One of the passages we are studying in this lesson is John 3:16: “For God so loved the world, that He gave His only Son, that whoever believes in Him should not perish but have eternal life.” In light of the things we have learned about the Messiah, what do you think is the best interpretation of the phrases “God so loved the world” and “He gave His only Son”?
- Read Luke 2:6–7. Perhaps the best word to describe the circumstances surrounding Jesus’ birth is humble. There is nothing impressive about the birth itself. Only a few people knew about it. The glory of it is only shown through the angels, the messengers of God. The same can be said of the Church. She is not very impressive in the eyes of the world. The glory of the Church is only seen through the message of the Gospel given through the Word. Only the eyes of faith can see her glory. Christ’s birth, life, and death reveal God’s way of working in the world. We can also see that way of working in Christ’s Bride, the Church. Read Luke 1:48, 52; 14:7–11. How important is humility for the Christian? How does that virtue work itself out in practice?
- At Christmas, we celebrate the wonderful truth that God took on human flesh in the womb of the Virgin Mary. The Creator of the universe made Himself into a tiny unborn baby. Though this is a time of year when we focus on joy and peace, the harsh reality of this sinful world is that many unborn babies are not safe in their mothers’ wombs but will be murdered through abortion. As we remember our Lord’s incarnation, let us reflect on the great tragedy and injustice of abortion and seek ways to protect the little ones. The incarnation is the ultimate testament to the great value of unborn babies and little children. We also should remember that Jesus came to save sinners, including those who have had and who perform abortions. What was Jesus’ attitude toward infants? Read Luke 18:15–17. Why must we adults constantly learn to be children?
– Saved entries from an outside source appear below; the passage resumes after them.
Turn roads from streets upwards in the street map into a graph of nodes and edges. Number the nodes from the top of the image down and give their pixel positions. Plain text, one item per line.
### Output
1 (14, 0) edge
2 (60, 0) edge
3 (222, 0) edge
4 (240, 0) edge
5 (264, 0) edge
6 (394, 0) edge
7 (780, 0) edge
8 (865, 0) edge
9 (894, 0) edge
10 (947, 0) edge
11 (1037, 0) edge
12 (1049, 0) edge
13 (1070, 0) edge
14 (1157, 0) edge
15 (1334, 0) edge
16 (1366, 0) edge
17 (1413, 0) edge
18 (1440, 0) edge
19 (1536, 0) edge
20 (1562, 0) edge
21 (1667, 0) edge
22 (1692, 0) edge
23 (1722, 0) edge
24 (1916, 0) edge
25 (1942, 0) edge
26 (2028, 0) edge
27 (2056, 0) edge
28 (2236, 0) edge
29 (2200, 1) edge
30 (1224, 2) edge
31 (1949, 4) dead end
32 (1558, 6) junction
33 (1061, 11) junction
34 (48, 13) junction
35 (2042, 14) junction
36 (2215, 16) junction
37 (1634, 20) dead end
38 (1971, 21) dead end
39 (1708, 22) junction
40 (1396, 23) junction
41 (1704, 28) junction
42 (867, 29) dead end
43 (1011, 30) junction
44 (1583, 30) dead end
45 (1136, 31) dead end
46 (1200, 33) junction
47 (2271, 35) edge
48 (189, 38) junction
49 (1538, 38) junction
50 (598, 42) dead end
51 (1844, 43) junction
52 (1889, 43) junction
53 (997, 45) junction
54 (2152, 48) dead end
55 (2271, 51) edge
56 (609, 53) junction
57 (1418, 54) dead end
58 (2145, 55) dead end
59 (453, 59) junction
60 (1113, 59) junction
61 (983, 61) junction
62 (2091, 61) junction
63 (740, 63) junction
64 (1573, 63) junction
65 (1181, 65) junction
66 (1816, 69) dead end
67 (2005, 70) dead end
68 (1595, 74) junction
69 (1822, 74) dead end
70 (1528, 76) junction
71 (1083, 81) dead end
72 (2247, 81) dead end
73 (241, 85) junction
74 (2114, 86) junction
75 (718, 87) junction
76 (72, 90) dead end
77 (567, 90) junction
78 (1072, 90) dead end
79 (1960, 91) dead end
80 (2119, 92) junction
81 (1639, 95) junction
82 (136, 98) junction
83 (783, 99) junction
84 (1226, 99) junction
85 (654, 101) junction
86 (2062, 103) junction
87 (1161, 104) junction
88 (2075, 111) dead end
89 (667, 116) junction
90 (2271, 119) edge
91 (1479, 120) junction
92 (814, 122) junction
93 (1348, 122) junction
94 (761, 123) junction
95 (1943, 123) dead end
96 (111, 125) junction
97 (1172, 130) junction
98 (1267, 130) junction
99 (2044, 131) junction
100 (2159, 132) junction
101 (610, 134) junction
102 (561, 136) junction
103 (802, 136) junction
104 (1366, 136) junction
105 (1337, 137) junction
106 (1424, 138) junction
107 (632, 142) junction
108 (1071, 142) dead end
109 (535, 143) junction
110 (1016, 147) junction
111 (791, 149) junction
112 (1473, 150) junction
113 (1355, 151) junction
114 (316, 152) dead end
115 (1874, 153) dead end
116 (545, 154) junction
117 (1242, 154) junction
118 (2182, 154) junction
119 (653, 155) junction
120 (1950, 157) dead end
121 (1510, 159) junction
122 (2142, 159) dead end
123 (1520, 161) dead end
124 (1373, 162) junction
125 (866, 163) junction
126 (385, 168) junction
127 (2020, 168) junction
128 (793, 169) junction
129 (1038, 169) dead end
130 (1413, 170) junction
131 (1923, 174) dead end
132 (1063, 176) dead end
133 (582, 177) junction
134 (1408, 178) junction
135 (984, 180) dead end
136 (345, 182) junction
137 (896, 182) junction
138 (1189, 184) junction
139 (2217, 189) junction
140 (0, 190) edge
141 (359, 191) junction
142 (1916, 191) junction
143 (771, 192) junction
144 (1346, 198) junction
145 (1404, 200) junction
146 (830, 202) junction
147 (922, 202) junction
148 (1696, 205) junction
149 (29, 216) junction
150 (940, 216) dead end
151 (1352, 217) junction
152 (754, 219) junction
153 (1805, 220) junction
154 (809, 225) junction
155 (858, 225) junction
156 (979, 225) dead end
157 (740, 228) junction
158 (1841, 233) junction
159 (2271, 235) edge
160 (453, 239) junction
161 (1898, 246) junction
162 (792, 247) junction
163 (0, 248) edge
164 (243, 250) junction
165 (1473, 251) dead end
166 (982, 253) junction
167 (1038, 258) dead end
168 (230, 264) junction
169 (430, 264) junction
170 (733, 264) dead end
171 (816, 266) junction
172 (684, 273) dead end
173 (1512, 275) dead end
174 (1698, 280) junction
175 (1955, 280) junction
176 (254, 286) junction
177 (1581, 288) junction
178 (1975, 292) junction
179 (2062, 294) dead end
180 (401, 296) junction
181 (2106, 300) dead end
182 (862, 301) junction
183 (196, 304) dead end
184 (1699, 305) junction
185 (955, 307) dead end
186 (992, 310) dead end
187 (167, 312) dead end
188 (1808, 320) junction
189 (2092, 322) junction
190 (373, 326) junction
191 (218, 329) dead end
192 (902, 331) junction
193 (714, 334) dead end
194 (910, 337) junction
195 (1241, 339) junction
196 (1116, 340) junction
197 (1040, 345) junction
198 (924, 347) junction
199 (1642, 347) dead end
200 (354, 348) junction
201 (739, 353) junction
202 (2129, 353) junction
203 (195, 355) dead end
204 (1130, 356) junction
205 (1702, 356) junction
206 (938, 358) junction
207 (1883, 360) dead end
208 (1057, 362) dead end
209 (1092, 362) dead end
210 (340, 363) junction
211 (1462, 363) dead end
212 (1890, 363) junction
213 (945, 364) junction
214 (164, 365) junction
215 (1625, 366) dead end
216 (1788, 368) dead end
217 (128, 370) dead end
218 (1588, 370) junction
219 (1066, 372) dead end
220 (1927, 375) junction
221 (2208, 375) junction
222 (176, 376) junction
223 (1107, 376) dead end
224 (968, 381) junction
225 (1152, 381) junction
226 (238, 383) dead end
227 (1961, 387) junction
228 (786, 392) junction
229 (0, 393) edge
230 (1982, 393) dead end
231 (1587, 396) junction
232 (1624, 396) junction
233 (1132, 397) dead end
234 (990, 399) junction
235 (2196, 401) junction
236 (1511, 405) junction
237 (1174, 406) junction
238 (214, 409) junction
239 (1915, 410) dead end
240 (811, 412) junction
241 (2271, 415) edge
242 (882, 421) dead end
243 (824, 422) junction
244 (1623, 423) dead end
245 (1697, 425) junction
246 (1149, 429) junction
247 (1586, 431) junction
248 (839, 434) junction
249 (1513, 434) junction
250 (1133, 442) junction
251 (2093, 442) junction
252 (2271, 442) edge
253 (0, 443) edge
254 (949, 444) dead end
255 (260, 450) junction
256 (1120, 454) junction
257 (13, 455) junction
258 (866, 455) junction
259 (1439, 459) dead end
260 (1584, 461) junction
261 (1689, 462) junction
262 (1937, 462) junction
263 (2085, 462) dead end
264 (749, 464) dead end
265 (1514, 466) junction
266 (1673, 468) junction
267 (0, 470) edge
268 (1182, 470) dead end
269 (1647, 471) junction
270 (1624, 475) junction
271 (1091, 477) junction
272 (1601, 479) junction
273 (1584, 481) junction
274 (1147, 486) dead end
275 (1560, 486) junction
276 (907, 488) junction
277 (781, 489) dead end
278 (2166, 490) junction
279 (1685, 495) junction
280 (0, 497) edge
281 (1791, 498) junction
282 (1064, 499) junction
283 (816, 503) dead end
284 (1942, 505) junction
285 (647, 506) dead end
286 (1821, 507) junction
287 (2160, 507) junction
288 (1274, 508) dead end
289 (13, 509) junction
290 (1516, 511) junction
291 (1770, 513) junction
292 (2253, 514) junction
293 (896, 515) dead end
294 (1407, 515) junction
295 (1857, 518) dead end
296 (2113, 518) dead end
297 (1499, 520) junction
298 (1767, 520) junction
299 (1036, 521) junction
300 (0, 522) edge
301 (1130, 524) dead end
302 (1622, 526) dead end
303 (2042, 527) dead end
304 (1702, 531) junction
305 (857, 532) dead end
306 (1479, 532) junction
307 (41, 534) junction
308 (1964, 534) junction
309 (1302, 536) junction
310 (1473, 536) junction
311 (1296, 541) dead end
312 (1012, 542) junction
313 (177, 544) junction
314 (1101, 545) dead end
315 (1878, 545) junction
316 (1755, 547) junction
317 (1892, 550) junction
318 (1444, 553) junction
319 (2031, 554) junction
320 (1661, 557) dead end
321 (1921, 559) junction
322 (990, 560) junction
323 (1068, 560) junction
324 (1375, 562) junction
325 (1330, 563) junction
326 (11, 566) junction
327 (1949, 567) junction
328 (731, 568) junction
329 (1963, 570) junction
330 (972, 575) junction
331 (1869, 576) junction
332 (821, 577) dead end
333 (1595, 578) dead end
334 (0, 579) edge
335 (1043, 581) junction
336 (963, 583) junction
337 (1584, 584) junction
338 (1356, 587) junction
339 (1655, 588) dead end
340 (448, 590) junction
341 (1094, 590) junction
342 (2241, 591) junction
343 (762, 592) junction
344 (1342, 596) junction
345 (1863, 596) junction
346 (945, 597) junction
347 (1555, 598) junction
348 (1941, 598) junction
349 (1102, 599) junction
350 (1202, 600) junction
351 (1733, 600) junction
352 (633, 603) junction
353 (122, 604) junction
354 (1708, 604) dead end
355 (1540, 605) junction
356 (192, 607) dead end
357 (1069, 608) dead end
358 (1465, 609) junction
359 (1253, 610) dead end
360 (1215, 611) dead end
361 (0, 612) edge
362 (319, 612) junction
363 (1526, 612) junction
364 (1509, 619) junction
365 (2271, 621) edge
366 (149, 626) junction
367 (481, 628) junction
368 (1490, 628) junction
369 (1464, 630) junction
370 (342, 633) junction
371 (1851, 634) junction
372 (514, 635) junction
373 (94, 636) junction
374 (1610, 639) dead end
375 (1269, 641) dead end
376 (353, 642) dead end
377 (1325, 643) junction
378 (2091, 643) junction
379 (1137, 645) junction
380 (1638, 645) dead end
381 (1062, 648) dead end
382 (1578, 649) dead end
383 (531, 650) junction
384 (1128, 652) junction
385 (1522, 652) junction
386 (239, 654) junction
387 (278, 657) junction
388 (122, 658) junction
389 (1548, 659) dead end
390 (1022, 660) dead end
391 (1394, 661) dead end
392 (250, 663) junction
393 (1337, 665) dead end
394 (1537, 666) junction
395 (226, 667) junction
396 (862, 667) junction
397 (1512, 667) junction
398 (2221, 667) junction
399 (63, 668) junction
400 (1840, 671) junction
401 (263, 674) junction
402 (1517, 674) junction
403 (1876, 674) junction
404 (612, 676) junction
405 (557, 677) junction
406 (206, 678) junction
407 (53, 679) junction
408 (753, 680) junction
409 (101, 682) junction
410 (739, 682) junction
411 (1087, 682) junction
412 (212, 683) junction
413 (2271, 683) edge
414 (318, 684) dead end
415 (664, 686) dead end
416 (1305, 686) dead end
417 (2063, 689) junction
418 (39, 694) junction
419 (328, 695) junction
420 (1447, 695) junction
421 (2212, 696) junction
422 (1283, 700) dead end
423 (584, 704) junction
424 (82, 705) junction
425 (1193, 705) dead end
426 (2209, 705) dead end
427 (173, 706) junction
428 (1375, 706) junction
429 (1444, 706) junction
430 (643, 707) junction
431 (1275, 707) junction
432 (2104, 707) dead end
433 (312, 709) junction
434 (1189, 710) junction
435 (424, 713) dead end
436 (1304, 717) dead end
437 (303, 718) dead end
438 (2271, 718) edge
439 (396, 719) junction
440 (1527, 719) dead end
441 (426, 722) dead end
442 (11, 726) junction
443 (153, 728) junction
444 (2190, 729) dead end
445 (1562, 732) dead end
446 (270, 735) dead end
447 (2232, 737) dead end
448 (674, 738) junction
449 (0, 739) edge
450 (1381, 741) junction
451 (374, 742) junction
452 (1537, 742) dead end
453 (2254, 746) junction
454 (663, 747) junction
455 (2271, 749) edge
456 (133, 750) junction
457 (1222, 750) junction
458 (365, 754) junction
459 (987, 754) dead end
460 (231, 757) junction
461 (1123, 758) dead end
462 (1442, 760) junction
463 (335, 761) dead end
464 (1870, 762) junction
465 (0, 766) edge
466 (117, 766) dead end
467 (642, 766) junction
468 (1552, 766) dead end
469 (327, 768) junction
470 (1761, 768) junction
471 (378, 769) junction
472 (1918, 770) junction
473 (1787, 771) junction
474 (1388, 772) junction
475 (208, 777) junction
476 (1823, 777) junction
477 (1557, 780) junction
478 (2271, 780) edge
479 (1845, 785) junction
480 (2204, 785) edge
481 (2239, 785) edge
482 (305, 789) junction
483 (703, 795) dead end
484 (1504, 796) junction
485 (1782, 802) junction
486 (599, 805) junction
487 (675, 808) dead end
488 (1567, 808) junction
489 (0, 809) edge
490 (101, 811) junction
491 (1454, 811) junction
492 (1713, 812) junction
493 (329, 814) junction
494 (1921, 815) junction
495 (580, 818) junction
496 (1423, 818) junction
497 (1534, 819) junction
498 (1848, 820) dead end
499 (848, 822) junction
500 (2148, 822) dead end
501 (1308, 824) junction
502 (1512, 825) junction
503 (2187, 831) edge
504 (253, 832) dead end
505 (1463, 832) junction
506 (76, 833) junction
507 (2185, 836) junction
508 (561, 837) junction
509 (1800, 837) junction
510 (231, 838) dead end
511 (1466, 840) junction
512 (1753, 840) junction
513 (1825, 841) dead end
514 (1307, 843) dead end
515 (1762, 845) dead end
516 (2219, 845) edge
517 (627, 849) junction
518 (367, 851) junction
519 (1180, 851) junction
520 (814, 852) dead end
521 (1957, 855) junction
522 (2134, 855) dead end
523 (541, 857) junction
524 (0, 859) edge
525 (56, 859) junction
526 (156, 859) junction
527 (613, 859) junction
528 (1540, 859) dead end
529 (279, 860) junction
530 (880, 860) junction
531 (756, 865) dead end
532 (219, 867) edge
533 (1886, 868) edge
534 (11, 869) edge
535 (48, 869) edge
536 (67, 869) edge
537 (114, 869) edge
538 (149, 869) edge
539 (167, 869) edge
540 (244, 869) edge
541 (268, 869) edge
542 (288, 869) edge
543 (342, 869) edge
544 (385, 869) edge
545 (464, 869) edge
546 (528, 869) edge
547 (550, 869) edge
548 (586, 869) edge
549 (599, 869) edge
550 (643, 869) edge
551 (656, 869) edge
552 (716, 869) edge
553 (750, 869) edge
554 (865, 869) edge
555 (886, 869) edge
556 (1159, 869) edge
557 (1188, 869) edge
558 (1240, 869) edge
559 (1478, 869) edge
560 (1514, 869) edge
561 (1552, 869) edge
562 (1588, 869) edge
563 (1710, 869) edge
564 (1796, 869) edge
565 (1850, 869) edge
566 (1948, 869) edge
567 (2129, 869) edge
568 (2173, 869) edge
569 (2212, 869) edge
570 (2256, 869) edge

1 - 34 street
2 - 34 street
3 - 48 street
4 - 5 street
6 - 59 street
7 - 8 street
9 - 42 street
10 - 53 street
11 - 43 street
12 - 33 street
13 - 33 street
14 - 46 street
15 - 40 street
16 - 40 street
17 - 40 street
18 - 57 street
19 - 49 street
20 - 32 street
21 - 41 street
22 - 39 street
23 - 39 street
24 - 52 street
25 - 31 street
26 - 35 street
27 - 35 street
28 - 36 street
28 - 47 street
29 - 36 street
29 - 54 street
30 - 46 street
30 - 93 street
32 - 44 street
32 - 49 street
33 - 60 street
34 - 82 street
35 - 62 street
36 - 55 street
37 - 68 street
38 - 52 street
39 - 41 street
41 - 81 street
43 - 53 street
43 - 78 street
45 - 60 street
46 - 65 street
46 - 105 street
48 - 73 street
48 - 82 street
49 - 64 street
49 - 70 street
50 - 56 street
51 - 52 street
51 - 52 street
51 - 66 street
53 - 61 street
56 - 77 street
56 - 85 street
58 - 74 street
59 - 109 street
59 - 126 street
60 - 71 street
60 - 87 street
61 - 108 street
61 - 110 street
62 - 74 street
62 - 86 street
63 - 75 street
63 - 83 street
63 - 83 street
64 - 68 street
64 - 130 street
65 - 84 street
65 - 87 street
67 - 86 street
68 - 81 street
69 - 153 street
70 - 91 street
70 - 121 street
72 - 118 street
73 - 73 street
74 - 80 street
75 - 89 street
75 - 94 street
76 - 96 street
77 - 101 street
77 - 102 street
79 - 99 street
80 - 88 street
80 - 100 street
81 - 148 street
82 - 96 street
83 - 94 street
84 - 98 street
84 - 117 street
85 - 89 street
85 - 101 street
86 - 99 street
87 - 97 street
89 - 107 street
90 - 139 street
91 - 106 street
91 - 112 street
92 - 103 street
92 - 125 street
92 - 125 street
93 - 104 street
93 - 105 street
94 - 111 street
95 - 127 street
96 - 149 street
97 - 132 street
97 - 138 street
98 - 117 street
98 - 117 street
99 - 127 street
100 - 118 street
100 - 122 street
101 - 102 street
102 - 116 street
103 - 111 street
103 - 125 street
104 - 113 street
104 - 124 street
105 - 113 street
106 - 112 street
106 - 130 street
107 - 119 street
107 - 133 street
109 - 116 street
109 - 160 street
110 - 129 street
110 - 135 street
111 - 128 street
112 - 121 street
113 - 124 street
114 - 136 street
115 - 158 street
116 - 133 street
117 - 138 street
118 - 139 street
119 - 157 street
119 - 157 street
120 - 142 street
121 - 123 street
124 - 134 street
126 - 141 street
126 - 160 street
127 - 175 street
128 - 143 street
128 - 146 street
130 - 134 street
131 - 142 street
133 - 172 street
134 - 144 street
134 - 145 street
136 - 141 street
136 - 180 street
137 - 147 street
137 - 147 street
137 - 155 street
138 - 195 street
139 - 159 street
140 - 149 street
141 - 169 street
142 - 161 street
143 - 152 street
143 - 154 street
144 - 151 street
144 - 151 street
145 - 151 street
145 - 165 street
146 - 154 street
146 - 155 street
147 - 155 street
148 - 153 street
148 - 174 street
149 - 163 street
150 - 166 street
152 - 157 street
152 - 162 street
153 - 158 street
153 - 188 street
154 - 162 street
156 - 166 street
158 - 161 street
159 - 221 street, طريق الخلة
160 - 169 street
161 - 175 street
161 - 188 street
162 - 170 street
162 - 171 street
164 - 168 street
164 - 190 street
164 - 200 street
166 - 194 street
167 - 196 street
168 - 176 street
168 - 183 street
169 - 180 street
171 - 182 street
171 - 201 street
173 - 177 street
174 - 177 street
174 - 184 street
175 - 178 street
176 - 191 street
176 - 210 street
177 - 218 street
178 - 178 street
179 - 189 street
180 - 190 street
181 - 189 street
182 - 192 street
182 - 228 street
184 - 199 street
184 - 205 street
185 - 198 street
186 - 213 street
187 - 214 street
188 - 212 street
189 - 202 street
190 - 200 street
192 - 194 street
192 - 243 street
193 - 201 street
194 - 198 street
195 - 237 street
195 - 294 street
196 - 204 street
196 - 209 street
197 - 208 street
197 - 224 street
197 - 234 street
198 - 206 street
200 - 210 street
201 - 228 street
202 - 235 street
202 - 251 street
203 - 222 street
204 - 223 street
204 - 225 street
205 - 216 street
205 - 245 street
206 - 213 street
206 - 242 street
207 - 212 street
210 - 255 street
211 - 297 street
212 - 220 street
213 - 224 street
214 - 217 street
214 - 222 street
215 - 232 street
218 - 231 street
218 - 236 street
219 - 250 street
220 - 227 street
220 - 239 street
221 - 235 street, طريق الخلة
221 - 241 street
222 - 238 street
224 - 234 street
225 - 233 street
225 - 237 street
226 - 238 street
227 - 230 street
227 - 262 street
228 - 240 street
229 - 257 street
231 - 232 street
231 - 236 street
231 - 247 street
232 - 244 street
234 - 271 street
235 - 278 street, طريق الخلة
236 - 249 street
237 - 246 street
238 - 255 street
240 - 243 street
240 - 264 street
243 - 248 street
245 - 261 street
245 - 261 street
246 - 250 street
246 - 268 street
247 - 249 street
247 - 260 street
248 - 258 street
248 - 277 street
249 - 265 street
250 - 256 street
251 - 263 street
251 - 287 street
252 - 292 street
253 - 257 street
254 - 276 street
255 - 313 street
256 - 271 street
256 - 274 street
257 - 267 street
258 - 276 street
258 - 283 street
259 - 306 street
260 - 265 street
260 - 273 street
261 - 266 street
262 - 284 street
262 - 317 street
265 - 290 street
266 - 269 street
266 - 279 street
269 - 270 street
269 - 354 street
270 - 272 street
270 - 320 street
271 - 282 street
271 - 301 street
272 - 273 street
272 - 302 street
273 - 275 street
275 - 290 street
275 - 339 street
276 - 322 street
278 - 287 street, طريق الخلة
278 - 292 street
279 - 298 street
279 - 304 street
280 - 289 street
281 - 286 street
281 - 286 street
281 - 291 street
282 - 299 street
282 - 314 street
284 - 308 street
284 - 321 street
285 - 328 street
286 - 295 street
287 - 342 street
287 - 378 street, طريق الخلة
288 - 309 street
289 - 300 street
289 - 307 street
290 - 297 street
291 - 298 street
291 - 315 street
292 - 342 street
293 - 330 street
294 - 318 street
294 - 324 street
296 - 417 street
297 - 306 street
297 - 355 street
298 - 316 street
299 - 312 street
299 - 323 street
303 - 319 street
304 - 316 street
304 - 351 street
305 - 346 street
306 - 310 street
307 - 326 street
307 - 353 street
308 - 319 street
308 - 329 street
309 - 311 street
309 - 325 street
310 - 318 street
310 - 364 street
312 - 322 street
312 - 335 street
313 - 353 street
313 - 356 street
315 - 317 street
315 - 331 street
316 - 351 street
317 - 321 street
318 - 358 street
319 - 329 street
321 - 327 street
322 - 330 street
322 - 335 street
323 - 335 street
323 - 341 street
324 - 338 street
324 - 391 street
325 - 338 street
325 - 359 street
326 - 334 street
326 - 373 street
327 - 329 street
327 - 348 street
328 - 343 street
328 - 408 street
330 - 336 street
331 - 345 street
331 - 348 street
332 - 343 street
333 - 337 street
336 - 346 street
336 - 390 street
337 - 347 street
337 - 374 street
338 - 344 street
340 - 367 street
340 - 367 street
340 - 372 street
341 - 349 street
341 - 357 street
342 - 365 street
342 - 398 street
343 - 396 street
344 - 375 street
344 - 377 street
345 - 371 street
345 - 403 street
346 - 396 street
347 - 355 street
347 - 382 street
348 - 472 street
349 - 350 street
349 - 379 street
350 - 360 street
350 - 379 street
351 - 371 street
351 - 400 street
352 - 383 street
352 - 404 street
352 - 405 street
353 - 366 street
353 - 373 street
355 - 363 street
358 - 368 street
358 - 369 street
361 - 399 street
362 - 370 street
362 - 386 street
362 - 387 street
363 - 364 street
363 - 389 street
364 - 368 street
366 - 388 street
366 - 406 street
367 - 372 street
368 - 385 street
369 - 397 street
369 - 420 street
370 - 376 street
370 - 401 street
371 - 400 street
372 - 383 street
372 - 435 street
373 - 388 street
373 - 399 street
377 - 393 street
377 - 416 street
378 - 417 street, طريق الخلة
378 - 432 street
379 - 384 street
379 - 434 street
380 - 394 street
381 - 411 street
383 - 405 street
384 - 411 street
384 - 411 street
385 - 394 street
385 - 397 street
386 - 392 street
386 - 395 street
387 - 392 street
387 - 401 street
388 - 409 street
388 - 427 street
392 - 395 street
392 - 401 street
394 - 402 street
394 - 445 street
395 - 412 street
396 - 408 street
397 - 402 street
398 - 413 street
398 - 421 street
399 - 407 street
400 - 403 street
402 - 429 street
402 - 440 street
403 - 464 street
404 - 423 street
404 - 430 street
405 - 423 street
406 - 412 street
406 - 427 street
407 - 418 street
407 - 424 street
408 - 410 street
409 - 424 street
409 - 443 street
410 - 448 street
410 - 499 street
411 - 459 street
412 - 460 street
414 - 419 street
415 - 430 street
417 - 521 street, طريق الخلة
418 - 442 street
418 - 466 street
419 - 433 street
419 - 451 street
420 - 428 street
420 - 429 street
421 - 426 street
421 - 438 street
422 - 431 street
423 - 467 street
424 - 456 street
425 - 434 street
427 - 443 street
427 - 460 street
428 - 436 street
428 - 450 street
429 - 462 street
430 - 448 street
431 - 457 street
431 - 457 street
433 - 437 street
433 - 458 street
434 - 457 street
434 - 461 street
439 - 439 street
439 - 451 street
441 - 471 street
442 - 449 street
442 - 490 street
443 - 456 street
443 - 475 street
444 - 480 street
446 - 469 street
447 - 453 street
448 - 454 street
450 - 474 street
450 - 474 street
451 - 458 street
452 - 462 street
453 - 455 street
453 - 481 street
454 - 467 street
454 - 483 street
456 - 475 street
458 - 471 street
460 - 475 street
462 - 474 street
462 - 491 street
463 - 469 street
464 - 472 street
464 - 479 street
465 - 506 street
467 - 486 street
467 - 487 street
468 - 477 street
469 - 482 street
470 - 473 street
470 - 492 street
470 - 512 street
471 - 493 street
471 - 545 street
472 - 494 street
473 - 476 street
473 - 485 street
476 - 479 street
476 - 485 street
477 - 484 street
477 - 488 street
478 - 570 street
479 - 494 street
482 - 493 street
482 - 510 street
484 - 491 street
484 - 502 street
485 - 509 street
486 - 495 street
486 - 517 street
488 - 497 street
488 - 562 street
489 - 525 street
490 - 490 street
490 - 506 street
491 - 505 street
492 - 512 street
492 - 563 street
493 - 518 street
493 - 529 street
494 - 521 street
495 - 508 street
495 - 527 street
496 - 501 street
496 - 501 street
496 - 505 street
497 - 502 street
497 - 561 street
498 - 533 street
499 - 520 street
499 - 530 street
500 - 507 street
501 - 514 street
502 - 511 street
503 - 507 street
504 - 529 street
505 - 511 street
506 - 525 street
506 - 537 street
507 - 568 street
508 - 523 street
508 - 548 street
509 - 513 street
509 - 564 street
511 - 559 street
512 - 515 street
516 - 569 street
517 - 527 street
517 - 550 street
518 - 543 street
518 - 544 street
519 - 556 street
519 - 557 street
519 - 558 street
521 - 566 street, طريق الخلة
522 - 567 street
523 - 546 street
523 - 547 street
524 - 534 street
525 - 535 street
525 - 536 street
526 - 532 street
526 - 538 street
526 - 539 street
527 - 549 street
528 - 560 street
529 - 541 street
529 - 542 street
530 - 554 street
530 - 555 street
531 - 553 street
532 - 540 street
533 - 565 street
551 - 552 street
- The angel in Luke 2:11 announced that a Savior had been born. Many Jews thought that the Messiah would be a secular savior who would defeat their enemies. What kind of savior are people looking for today? What kind of Savior is Jesus? See Matthew 1:21; Luke 1:77.
- Don’t the nativity scenes make you wish you were there? Don’t the Christmas carols paint such a lovely picture of that night when Christ the Lord was born? Can you imagine how beautiful the angels’ song was? It certainly would have been a glorious experience. But we have things even better than the shepherds. How?
The text for this lesson is Luke 2:1–20.
- The Son of God became what we are—human—to make us what He is: a child of the heavenly Father. Furthermore, He revealed where He is to be found: in His Word and Sacraments.
- Law: In the beginning, God created man in His own image, and ever since, we have been trying to return the favor. But the “God” we fashion in our own minds is a caricature—a warped, deformed, blasphemous image of the reality we look for in all the wrong places.
- Gospel: In the beginning, God created man in His own image. And in the fullness of time, God assumed that image Himself. The Son of God became also a Son of Adam, Son of David, and Son of Mary. In so doing, He reimaged us re-created us to be as He is. He became what we are to make us what He is: children of the heavenly Father. And He revealed where He is to be found: swaddled in His Gospel and Sacraments.